Before we start, let’s clarify what CoreVest does: commercial loans for residential properties. Not loans on commercial property, not straight residential loans, but commercial, business-purpose products for single-family rental properties.
This is a unique niche, and even professionals within the mortgage industry sometimes misunderstand their focus.
“It’s kind of like we’re the stepchild in this whole business,” said Tuan Pham, senior vice president of marketing at CoreVest. “The folks that we exist to serve are investors in residential property. It’s something that is not new in terms of a business, but it’s new in terms of financing for that on a very private larger scale. What they’ve been able to get is relatively new.”

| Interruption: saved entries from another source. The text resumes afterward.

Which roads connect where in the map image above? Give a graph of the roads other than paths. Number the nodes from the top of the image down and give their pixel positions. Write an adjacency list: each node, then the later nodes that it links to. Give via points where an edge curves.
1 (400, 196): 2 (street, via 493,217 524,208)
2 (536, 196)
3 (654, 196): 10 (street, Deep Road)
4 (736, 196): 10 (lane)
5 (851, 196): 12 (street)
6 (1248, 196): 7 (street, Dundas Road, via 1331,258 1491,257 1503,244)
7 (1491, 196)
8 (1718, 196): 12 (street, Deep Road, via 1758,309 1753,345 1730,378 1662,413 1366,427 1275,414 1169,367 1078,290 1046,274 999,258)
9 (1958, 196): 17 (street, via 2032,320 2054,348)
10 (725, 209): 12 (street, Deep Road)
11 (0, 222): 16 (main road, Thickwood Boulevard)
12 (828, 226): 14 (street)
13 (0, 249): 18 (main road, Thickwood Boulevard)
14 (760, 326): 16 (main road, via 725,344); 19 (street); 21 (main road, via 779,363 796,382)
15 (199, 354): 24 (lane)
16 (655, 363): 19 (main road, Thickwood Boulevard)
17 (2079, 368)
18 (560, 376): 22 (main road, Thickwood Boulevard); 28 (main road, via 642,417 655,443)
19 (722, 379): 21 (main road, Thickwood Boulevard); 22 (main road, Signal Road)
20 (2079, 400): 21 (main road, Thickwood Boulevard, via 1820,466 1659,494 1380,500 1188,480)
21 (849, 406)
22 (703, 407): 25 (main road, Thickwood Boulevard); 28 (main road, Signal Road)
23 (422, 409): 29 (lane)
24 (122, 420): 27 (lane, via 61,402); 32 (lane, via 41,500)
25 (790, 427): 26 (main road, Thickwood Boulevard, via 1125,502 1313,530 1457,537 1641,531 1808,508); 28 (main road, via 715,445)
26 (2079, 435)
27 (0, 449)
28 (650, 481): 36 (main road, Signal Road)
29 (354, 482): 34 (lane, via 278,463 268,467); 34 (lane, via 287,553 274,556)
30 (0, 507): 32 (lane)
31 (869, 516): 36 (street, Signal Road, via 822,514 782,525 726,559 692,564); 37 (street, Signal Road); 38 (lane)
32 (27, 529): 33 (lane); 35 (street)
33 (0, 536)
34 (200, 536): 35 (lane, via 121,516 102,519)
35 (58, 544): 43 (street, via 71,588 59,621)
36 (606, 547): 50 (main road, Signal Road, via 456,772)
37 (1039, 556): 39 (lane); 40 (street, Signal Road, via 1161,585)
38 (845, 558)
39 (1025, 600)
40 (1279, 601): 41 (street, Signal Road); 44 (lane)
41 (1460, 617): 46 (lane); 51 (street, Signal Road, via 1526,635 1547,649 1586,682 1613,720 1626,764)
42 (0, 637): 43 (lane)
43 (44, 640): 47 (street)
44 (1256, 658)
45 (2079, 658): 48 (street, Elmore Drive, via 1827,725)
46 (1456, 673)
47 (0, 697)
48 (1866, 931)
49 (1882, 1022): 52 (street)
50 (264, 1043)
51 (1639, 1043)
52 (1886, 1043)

CoreVest was founded in 2014. They’ve financed nearly 30,000 properties, approaching $4 billion in closed loans. Their approach, Pham said, is slow and steady. It’s geared to what investors need and takes a hard look at the underwriting, the business plan, and the property itself to determine the viability of the loan.
When it comes to financing, CoreVest is kind of in a sweet spot.
“We’re close to the conventional loan at the lower rate, and we’re definitely under the hard money loan interest rate . . . I would consider us private money but more like soft money, we’re definitely not a hard money lender for sure,” Pham said.
That distinction helps a lot of mortgage brokers whose investors may have originally gotten a friends-and-family type deal or they went to a hard money lender in order to get property quickly and now want to refinance at a lower rate for a longer term.
Mortgage originators and brokers provide CoreVest with a growing number of their borrowers, even though they do work with individual investors directly. The availability of “soft money” lending could be an opportunity for many brokers to get into the investment space, seeing as how refinances have slowed to a trickle and there’s room in the pipeline for other types of clients.
Most of the investors who work with CoreVest have financed between 15-100 properties, but the company has a number of products and programs for a variety of experience levels that are custom-tailored to investor needs. For mortgage brokers who work with small-scale investors, CoreVest offers a single rental loan product and the single project bridge loan, which helps investors who are working on one property at a time, often with a purchase and renovate or a fix and flip strategy.
The Broker+ partner program works with those who are doing volume on the smaller side; the wholesale partner program deals with a larger volume, and then CoreVest has a correspondent level program, which works with lending houses that deal with the loan from start to finish and CoreVest underwrites the loans.
This summer, CoreVest launched Build-To-Rent Complete, which provides construction financing for the development of new rental properties along with long-term financing once the projects have been completed and stabilized. With loan sizes ranging from $3 to $25 million, the Build-to-Rent Complete program is really for the experienced investor, who’s already done a number of fix and flips and smaller portfolio-type projects.
“They’re getting to a point where they’re so comfortable with their investment strategy and their investment area that they want to build to rent as a long-term hold type of strategy. So this project helps them do that, where it starts out as kind of a bridge loan to help build the property, and then it’s converted into a long-term product, which is our rental product,” Pham said.
There isn’t a lot of data for this particular market, but according to the 2017 American Community survey, single family homes comprised 34.5% of all 43.4 million rental residences, for a total of around 15 million units—and that’s expected to grow in the coming years. There’s trillions of dollars at stake, and given that the vast majority of investment properties are owned by individual investors as opposed to large institutional players, the market is friendly for even more investors to get into rental property on a large scale.
Pham says that there was a huge influx in institutional capital because players started realizing the potential, but the handy individuals who know their community and realized the opportunity have always been there. Everyone’s chasing after owner-occupied borrowers, but there are a lot of untapped investors nationwide.
“They’re buying a lot quicker than an owner-occupied person. [Owner-occupied borrowers] buy a house . . . will probably live in it for five years, and then maybe they’ll go get another one. But these investors are doing several properties a year. So for the originator, getting involved with these folks makes sense for them just based on the sheer multiplier effect,” he said.